> TASK OBJECTIVE
Among the entries below, count the lines holding the string "change". Respond with the number alone.

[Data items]
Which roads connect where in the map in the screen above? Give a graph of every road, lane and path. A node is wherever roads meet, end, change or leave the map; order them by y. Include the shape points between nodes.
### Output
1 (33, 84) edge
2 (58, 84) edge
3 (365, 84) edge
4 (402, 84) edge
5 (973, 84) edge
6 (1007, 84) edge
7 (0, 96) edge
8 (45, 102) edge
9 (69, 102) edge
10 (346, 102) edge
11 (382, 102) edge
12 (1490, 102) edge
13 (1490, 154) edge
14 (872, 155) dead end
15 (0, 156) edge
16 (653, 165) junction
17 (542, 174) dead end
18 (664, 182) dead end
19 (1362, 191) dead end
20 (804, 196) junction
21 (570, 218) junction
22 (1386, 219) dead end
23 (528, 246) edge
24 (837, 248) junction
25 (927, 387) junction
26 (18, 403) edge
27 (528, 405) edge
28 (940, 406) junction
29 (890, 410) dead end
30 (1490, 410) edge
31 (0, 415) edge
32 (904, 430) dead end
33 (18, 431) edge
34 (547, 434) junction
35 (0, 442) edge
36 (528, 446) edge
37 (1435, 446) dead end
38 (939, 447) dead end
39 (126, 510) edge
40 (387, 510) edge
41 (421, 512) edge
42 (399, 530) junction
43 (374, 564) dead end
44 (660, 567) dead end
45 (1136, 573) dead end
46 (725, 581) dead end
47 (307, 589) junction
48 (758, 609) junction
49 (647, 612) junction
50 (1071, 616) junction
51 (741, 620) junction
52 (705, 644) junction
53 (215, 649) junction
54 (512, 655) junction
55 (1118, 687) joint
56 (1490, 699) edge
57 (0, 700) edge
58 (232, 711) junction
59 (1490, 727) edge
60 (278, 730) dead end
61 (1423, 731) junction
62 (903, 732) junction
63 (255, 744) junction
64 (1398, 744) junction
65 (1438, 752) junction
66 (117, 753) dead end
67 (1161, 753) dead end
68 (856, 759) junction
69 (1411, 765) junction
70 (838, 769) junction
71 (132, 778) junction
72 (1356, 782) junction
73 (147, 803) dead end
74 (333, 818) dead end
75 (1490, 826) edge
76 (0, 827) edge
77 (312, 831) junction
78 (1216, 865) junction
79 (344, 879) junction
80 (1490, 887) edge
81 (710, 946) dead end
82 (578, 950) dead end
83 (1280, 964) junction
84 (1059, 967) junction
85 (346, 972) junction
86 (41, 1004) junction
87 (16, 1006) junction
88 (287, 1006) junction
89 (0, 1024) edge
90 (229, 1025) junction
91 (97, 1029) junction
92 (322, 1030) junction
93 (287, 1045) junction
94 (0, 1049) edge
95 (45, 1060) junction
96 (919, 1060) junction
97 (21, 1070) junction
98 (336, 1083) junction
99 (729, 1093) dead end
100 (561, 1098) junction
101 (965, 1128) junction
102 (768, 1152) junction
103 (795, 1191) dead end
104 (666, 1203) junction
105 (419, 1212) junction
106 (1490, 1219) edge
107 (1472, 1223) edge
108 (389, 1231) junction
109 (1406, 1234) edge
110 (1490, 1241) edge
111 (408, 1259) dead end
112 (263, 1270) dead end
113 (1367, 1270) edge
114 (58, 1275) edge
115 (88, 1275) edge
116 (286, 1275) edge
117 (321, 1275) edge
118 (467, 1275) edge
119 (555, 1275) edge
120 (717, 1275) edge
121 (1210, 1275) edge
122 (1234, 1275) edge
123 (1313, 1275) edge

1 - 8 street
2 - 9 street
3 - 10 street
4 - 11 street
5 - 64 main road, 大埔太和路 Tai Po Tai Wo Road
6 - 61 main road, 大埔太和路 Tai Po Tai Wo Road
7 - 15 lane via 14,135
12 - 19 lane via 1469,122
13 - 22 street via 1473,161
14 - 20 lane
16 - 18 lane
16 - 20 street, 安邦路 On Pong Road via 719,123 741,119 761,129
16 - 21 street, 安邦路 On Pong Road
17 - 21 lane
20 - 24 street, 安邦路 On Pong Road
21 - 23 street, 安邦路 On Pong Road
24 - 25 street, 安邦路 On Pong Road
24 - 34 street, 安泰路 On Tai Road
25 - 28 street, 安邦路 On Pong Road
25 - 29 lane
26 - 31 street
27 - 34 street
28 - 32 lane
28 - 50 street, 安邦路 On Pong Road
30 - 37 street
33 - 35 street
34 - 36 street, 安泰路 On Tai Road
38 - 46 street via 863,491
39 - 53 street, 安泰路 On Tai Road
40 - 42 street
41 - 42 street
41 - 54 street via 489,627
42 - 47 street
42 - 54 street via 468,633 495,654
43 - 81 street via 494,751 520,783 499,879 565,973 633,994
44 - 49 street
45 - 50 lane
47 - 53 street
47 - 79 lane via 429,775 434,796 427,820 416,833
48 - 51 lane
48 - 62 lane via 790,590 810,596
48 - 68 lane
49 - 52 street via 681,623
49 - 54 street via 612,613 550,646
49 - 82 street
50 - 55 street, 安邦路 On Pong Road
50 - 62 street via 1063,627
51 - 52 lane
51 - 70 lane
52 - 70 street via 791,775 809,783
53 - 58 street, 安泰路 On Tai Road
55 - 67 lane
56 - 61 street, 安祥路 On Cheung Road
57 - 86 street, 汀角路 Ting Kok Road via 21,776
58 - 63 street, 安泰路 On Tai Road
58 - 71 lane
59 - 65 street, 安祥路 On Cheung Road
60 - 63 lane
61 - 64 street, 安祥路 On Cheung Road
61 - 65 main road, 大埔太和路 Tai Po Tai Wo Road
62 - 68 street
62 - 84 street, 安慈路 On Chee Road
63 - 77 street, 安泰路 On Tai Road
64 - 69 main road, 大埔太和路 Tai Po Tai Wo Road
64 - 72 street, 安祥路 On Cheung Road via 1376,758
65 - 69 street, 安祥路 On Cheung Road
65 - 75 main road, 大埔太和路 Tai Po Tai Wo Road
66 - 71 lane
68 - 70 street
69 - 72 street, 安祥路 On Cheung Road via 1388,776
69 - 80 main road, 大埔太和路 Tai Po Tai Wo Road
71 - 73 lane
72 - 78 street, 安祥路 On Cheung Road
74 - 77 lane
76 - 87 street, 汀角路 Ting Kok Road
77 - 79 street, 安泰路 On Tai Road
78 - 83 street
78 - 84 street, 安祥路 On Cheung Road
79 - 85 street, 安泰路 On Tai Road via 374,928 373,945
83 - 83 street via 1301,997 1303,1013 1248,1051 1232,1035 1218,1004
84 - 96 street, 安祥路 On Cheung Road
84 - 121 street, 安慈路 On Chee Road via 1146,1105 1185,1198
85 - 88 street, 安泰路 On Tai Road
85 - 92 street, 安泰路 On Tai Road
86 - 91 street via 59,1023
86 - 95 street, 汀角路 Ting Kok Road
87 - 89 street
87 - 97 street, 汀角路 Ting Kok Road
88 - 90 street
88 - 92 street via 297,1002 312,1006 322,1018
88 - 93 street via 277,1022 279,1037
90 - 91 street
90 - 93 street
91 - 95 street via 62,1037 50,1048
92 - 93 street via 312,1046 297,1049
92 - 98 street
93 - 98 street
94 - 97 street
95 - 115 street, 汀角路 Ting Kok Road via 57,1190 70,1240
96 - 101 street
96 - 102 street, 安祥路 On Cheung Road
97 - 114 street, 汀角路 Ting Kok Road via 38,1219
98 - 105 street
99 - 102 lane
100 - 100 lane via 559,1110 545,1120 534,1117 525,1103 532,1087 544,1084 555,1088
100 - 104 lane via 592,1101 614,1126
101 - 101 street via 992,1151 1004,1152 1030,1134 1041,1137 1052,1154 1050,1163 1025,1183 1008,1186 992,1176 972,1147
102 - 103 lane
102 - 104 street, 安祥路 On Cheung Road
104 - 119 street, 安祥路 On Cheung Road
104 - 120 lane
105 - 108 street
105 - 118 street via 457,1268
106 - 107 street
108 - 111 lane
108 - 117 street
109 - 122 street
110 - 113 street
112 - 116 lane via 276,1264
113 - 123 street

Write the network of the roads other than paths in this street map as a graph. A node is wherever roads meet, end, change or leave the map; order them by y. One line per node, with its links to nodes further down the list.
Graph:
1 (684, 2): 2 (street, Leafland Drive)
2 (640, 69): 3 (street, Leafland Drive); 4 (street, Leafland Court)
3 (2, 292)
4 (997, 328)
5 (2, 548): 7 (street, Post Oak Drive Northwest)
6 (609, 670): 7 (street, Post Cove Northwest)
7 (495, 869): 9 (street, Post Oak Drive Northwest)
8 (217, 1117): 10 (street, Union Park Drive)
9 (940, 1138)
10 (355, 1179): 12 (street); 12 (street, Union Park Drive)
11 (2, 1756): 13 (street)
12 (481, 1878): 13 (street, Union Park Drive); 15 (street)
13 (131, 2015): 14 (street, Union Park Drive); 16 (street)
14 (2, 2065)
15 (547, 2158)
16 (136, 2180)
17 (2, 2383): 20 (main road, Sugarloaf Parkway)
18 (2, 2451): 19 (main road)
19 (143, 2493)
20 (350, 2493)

> REPLY TO THE EXERCISE
2